Unpooled Non-Linear Regression in Stan

y64c · May 30, 2018, 2:28pm

R has an inbuilt data set called Orange, which measures the circumference of 5 orange trees (in mm) at various ages (measured in days since 1968). I’m trying to use Stan to fit a nonlinear model separately to each tree (in other words, a program that performs an unpooled analysis).

My model is as follows:

Circumference at time t is c(t) = \dfrac{\beta_1}{1 + \exp(-(t - \beta_2) / \beta_3)}, where all parameters are positive.

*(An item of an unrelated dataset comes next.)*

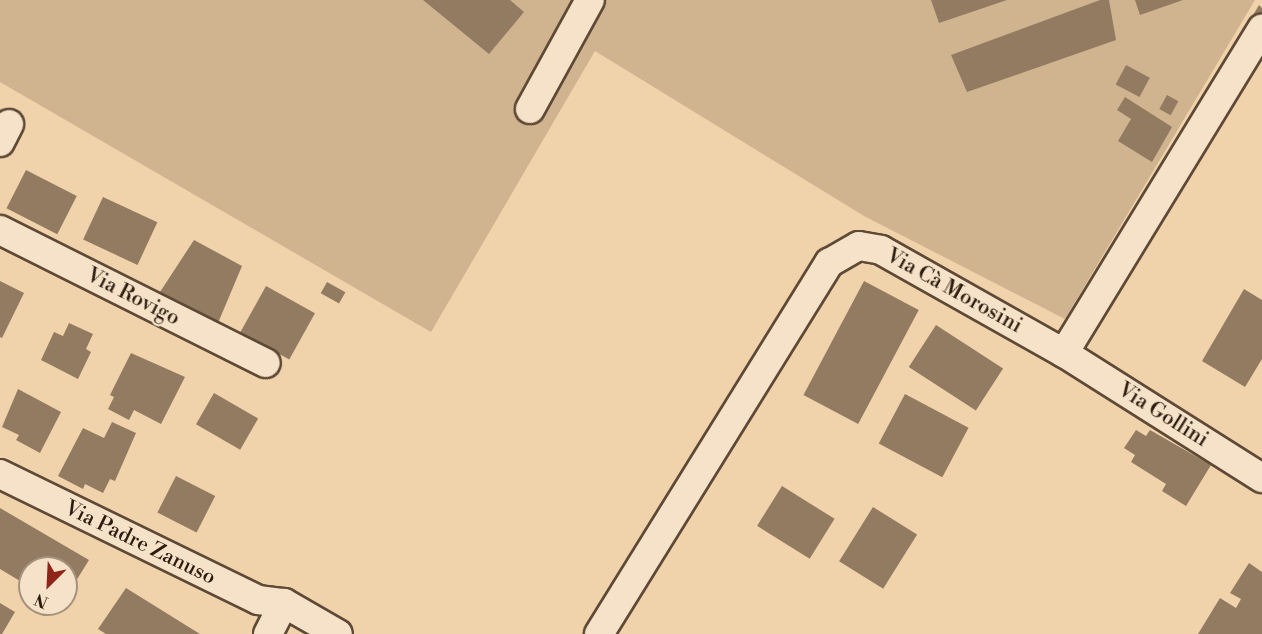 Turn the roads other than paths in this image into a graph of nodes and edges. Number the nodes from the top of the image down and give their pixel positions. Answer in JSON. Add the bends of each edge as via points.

\beta_1 is the circumference at maturity (when t is large), \beta_2 is the time point at which half the final circumference is reached (i.e., if t = \beta_2, then c(t) = \dfrac{\beta_1}{2}), and \beta_3 measures the rate of growth of the tree.

I’ve never fit such a model in Stan before, so I’m lost as to how to go about this. I would appreciate it if people could please take the time to demonstrate this.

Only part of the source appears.